■ **Exercise aim**
Lines with "Rossland": copy each one from the listing below.

■ **Data extracts**

_____

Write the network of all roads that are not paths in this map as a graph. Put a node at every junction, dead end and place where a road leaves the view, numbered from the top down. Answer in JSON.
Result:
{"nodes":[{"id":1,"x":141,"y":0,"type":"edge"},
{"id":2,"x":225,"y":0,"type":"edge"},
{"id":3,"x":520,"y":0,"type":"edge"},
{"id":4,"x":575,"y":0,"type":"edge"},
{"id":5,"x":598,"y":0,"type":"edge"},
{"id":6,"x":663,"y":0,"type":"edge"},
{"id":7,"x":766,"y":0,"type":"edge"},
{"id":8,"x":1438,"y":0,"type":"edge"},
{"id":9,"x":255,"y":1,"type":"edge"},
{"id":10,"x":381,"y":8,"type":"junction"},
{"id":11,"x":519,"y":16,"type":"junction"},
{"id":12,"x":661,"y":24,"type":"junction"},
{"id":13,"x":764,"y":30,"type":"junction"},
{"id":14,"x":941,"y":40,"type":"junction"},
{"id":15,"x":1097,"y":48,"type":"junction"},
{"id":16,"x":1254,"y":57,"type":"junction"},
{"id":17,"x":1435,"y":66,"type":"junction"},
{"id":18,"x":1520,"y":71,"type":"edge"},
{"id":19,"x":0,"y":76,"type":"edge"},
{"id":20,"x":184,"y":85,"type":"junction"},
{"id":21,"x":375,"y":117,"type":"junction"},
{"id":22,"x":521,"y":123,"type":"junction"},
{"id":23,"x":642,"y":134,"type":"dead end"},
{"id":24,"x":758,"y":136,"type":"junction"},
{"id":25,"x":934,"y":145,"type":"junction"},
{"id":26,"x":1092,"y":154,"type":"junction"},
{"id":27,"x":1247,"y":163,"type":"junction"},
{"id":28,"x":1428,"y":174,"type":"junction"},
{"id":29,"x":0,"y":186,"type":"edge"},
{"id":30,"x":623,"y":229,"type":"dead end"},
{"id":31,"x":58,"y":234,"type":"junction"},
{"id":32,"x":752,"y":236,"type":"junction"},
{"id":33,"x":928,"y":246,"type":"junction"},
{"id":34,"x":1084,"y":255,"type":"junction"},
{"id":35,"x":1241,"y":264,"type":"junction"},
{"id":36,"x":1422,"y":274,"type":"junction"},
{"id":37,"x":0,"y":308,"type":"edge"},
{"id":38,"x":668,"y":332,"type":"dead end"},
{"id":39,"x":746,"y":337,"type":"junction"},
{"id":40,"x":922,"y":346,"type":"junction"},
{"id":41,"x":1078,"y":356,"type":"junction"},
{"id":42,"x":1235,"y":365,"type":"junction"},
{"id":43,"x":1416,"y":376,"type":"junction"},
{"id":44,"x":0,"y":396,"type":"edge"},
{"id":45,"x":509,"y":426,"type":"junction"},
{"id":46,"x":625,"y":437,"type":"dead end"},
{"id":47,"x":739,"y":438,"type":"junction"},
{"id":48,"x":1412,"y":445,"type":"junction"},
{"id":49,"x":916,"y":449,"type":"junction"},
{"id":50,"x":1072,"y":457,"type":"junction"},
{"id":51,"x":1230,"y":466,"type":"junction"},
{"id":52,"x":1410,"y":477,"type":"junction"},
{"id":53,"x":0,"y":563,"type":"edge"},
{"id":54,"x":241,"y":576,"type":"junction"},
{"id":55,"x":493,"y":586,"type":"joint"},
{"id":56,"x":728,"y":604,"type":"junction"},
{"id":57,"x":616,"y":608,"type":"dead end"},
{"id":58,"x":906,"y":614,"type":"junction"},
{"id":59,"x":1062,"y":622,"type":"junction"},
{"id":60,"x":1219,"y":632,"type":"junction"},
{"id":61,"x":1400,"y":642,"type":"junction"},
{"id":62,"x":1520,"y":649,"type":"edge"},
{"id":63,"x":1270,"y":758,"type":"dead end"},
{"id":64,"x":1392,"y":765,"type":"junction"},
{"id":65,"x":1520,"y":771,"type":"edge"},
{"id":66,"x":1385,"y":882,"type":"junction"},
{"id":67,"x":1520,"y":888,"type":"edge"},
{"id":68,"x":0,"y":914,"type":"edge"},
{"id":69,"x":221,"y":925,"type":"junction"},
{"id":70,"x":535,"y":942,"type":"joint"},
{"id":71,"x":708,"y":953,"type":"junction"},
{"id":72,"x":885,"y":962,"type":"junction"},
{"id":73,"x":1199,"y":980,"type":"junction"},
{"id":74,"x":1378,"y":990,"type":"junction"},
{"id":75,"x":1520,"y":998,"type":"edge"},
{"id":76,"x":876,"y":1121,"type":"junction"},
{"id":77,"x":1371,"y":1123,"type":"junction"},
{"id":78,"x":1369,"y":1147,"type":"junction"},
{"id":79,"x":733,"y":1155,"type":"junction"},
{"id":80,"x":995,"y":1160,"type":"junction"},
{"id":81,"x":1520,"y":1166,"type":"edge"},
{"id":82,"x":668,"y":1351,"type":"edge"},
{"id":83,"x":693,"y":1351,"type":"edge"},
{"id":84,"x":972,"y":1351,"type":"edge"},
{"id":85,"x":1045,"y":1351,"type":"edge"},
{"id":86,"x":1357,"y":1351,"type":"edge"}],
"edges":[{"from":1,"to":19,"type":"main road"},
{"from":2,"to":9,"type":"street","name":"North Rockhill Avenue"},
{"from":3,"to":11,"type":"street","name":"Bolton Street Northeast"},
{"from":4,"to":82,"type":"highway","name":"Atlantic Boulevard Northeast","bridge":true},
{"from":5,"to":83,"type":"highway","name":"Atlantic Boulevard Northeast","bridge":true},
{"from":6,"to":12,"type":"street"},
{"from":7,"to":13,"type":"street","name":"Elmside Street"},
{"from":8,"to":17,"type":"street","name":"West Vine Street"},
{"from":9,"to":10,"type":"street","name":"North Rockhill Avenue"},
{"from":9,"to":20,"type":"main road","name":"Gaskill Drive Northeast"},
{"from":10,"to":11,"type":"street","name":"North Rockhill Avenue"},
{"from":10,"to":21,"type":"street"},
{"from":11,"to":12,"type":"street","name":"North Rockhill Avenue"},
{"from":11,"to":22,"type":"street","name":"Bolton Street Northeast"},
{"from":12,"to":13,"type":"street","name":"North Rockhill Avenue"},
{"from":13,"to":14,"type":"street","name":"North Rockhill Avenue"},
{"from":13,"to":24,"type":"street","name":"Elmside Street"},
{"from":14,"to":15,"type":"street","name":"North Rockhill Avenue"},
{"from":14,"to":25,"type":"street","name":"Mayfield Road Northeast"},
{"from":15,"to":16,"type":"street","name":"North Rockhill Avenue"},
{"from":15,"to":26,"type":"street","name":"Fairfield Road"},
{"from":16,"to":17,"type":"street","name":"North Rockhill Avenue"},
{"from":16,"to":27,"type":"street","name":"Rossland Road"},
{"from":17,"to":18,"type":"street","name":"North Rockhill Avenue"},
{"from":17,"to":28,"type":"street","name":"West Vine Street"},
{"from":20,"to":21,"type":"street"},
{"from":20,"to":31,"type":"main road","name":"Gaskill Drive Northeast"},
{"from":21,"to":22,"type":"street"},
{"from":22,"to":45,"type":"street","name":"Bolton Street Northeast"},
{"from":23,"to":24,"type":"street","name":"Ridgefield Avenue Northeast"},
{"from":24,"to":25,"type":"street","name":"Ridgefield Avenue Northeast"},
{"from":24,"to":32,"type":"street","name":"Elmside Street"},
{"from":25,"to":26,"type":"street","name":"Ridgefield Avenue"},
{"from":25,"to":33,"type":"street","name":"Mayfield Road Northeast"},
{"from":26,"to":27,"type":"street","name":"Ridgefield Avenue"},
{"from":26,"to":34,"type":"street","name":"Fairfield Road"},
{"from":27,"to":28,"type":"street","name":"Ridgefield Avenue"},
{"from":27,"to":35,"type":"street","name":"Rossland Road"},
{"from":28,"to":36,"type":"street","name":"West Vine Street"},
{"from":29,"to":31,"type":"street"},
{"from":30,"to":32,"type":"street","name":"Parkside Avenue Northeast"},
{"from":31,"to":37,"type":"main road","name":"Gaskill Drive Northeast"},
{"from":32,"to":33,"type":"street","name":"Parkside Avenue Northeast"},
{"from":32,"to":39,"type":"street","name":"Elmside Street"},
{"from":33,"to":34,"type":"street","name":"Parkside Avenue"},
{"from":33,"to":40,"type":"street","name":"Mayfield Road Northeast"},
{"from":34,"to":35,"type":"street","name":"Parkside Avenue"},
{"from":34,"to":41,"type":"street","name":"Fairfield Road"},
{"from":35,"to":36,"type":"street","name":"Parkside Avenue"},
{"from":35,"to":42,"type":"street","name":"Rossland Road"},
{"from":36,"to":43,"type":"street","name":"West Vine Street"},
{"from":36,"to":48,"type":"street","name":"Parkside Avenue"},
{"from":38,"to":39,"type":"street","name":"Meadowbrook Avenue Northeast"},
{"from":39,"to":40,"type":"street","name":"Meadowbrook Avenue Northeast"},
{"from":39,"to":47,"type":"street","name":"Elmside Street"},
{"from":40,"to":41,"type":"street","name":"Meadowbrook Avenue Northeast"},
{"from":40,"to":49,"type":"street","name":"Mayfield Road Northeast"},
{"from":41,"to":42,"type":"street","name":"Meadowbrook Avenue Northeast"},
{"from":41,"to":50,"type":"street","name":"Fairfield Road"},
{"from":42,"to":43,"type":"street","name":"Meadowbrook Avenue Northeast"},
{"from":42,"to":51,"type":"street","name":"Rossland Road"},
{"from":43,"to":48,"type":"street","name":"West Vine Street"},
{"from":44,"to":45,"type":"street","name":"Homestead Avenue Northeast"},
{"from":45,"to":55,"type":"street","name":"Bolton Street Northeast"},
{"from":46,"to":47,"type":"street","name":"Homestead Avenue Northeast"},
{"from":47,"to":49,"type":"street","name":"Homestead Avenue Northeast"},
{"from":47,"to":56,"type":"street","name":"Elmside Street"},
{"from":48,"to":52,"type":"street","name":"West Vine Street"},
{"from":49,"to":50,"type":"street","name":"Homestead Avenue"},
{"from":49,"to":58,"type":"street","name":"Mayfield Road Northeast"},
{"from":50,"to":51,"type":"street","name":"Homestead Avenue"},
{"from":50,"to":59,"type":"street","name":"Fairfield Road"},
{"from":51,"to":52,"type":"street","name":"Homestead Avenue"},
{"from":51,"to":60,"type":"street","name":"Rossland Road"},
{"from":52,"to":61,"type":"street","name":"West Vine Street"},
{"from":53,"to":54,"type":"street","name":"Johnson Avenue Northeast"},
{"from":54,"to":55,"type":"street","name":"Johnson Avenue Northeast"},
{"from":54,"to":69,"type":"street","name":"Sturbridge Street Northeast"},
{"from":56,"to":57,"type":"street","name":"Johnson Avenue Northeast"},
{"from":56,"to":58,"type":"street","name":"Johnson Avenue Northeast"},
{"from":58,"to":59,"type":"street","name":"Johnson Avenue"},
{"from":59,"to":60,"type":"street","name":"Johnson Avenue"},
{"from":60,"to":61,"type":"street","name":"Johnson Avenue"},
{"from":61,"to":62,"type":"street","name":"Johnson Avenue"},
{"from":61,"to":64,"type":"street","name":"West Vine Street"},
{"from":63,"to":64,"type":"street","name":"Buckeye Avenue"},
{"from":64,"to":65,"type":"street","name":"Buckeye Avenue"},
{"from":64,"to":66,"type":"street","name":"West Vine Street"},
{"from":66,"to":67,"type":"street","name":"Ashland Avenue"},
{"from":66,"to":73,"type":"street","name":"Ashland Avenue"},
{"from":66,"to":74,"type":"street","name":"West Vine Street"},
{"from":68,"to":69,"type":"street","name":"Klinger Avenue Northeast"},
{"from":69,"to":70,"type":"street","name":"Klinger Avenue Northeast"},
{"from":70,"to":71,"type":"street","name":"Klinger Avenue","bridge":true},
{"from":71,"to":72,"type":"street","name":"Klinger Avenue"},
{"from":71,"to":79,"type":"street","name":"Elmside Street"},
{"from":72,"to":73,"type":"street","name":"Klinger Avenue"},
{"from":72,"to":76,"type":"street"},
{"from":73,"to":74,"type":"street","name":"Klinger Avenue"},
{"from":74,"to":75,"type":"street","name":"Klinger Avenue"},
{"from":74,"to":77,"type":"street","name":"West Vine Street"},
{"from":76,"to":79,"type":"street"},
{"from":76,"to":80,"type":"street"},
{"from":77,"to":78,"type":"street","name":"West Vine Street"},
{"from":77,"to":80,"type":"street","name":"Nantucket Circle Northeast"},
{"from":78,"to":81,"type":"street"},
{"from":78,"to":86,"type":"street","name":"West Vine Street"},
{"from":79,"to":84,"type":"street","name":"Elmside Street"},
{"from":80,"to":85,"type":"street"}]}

_____

■ **Task answer**
{"from":16,"to":27,"type":"street","name":"Rossland Road"},
{"from":27,"to":35,"type":"street","name":"Rossland Road"},
{"from":35,"to":42,"type":"street","name":"Rossland Road"},
{"from":42,"to":51,"type":"street","name":"Rossland Road"},
{"from":51,"to":60,"type":"street","name":"Rossland Road"},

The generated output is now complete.